Le Garzok eut l’air surpris par ma cabriole, mais il se reprit rapidement. Il s’élança vers moi avec rage tel un bélier. Je fermai un œil pour ajuster ma cible et j’envoyai mon épée dans sa direction. L’arme tournoya sur elle-même, mais elle ne fit qu’effleurer l’ennemi dans sa course. Mon tir était catastrophique. Sans cible, c’est dans un Garzok innocent, - si tant est que cela ai existé un jour- qu’elle alla se planter. L’ennemi arriva donc vers moi avec une puissance inouïe, tête en avant. Je l’esquivai et il alla encastrer quelques pauvres spectateurs dans la foule. Ce combat commençait à faire beaucoup de victimes collatérales. Je profitai de la confusion pour aller récupérer mon épée dans le corps encore chaud du Garzok que j’avais tué par une heureuse inadvertance.

Mon ennemi, lui, revint dans le cercle en écartant sans ménagement les individus qui se trouvaient sur sa route. De mon côté, je décidai qu’il était temps d’en finir. À ce rythme, je risquais de perdre à l’usure. Ainsi, je me mis dans une posture bien connu de bien des maîtres épéistes. Je m’apprêtai à faire danser mes lames alors que le garzok s’approcha de moi, pour me frapper à nouveau. Le malheur lui en prit. Je fis un pas, puis deux, et je tournai sur moi-même dans un pas de danse endiablé. À la fin de mon tour complet, j’avais planté mes deux lames dans la gorge de mon adversaire qui n’avait pas su lire ces mouvements folkloriques. S’en était finit de lui. Son corps tomba lourdement sur le sol après que je l’eus décapité de rage en retirant mes lames de sa gorge. Je défiai l’assistance du regard.


« Alors ? Il y en a toujours qui veulent rire à mes dépens ? »

Je pointai de mon doigt plusieurs Garzoks.

« Toi peut-être ? Ou encore toi ? Et toi là-bas ? Tu as plus envie de t’esclaffer ? »

Aucun d’eux n’osa dire mot. Ils se contentèrent de grogner de manière menaçante, visiblement frustrés de ne pas pouvoir me tenir tête.

« Alors allez leur dire à tous que nul ne se moque de l’ Élite impunément. »

Comme je l’eus déjà ressenti sur Aliaénon, j’éprouvai une soif soudaine. Alors j’attrapai la tête du garzok détaché de son corps et je la levai au-dessus de moi en ouvrant la bouche pour m’abreuver du sang qui s’en échappait.

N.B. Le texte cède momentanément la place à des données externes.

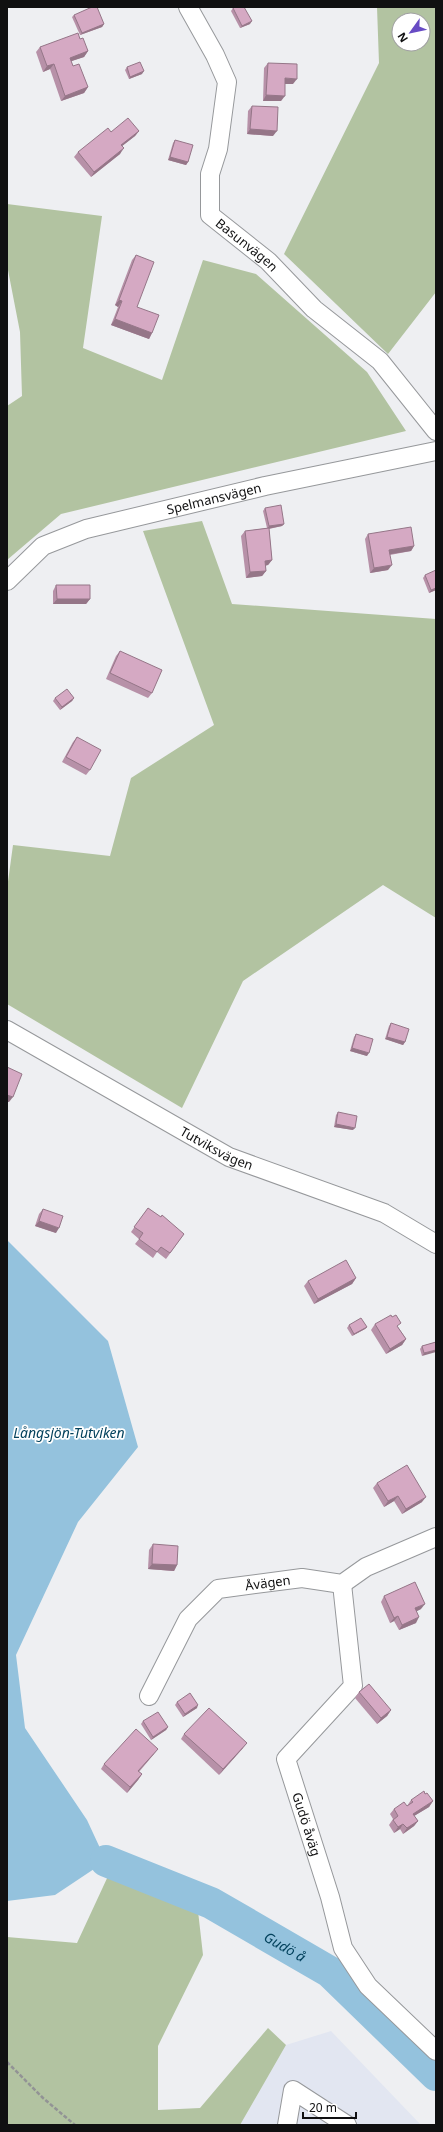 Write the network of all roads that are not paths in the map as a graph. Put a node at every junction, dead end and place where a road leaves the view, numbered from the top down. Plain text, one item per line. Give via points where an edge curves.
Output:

Je laissai le liquide encore chaud s’écouler à travers mon gosier. Plus je buvais et plus je sentais mes blessures s’amoindrir. Déjà, mes côtes étaient beaucoup moins douloureuses. Lorsque j’eus fini, je balançai la tête exsangue vers la foule coite.

« Même votre sang a un goût de merde… »

Encore animé par la colère, je m’éloignai, ouvrant un passage à travers les curieux amassés. Gart vint se placer à ma hauteur..

« Qu’est-ce que je disais ? Vous êtes taillé pour cette ville. »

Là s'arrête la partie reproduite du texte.